Tashard Choice ran for 119 yards and a touchdown to help the No. 19 Yellow Jackets beat North Carolina 7-0 on Saturday, wrapping up the Coastal Division title despite a subpar performance that still was too much for the woeful Tar Heels.
Choice, who had 32 carries, also had 32 yards receiving on a sluggish offensive day for the Yellow Jackets (8-2, 6-1 ACC), who will face the Atlantic Division winner in the league’s second title game in Jacksonville, Fla., on Dec. 2.
“To get a chance, an opportunity, to play in the ACC championship, that’s everything we’ve worked for,” Choice said. “I think the whole team is ecstatic, but on the other side we’re pretty upset with how we played today. We feel like we should’ve come out and played better.”
This should have been an easy win for the Yellow Jackets against a reeling program that has already announced coach John Bunting will not return next season. But the Tar Heels (1-9, 0-6) fought the entire way, making Georgia Tech work for just about everything.

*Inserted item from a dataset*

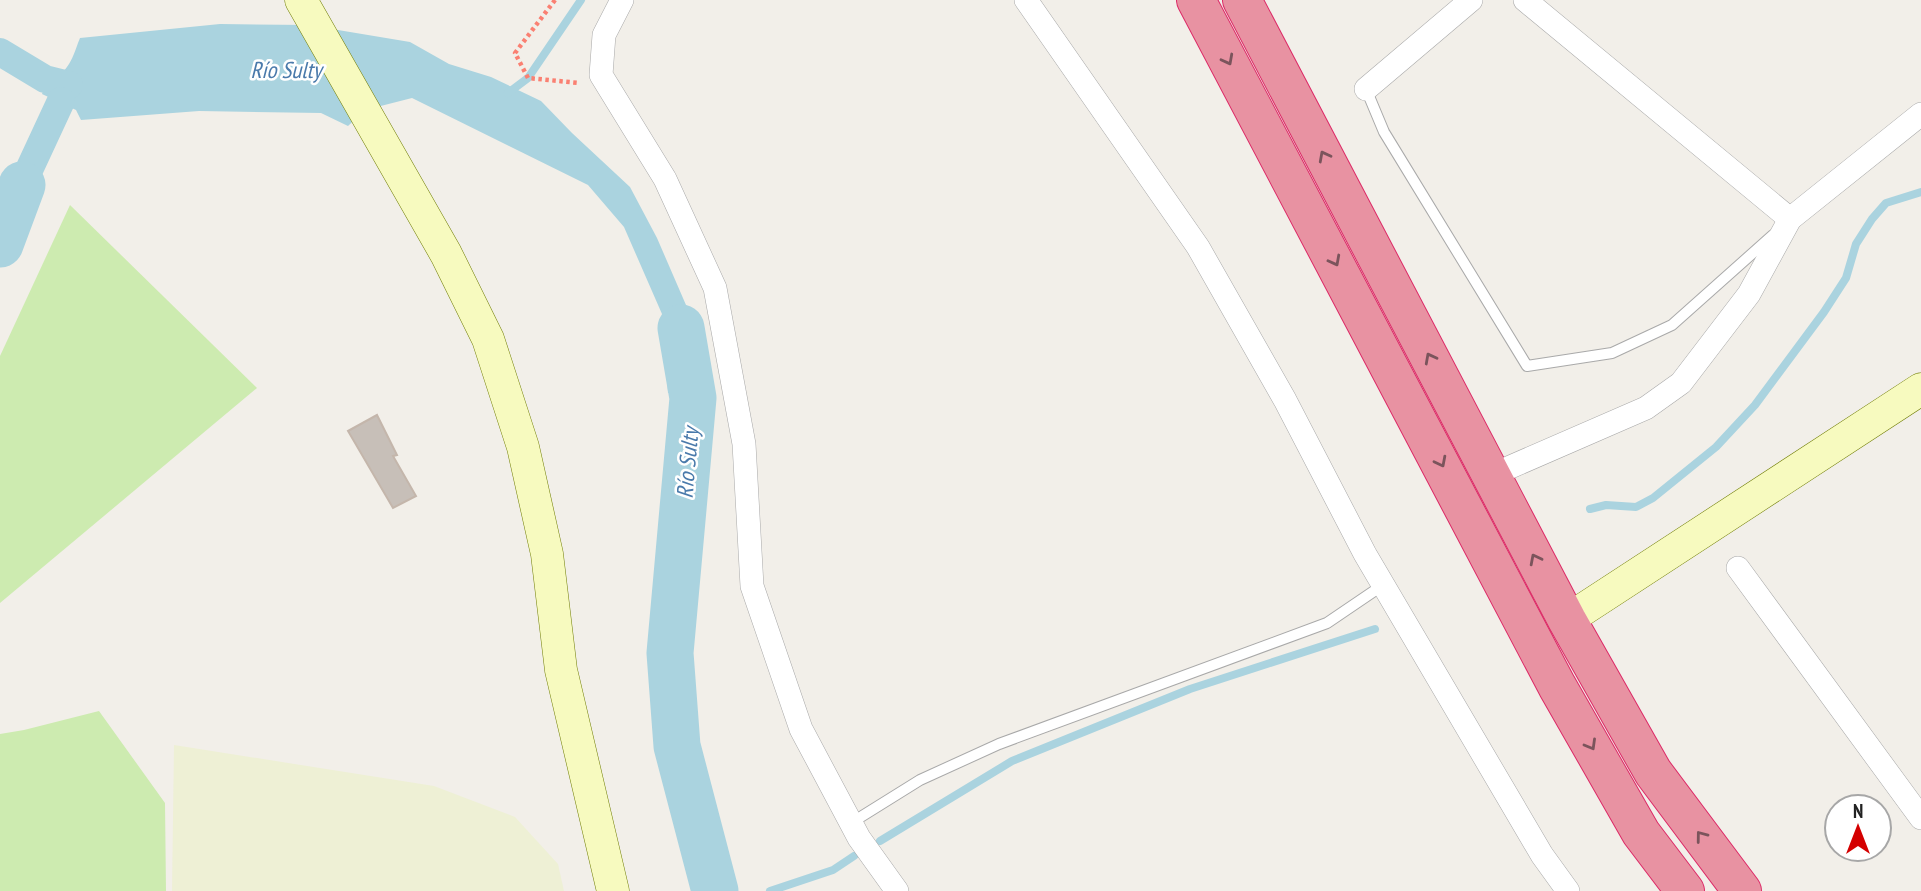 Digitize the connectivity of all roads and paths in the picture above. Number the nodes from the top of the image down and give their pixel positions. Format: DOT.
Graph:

The Yellow Jackets struggled to find big plays downfield and missed on several deep throws that could have led to points – including Reggie Ball’s overthrown third-down pass to James Johnson that would have been an easy touchdown early in the fourth quarter.
Ball completed 10 of 24 passes for 78 yards and an interception, while big-play wideout Calvin Johnson finished with three catches for 13 yards.
Ultimately, Choice’s 3-yard touchdown run early in the second quarter to cap a 20-play, 83-yard drive – which spanned 10 1/2 minutes – proved to be enough. The drive was the longest this season in the ACC in terms of number of plays and time.
The Yellow Jackets finished with 221 yards – the fewest allowed by North Carolina’s porous defense all year – but converted 9 of 19 third-down opportunities to extend drives when they needed to most. That gave them their first shutout in six years and their first on the road since beating Duke in November 1985.
“We had to fight to win the game,” Georgia Tech coach Chan Gailey said. “It didn’t come easy. You keep trying to tell the players how talented (the Tar Heels are), how physical they are, and it was true today.”
The Tar Heels had one last chance to tie the game, getting the ball back at their 18 in the final minute. But Joe Dailey’s fourth-down deep ball down the sideline for Hakeem Nicks sailed out of bounds, sealing it with 20 seconds left.
“I’m happy we found a way to get it done,” linebacker KaMichael Hall said, “but it shouldn’t have come down to that.”
Meanwhile, the Tar Heels couldn’t take advantage of the unusually solid performance from a defense that came in allowing an ACC-worst 34 points per game. Dailey, who came in with seven interceptions in seven games, threw two in the end zone on consecutive drives late in the first half on what proved to be the Tar Heels’ best scoring chances.
The Tar Heels also missed on opportunities downfield, finishing with 211 total yards while converting just 2 of 13 third downs to suffer their seventh straight defeat. It was the kind of loss that has come to epitomize Bunting’s six-year tenure at his alma mater, where glimmers of progress are undone by mistakes that just keep happening week after week.
“We had a lot of opportunities to win that game,” Bunting said. “It was frustrating again to lose it the way we did. The locker room is not a fun place to be after a game like that.”
This loss marked the first time North Carolina has been shut out twice in one season since 1989, and came as rumors swirled that the Tar Heels were pursuing former Miami and Cleveland Browns coach Butch Davis as Bunting’s successor.
“Until somebody else is sitting in that corner office with their name on that plaque, he’s our head coach,” senior receiver Jesse Holley said of Bunting. “It’s my job and the other seniors to keep our heads on straight and keep the program going in the right direction.”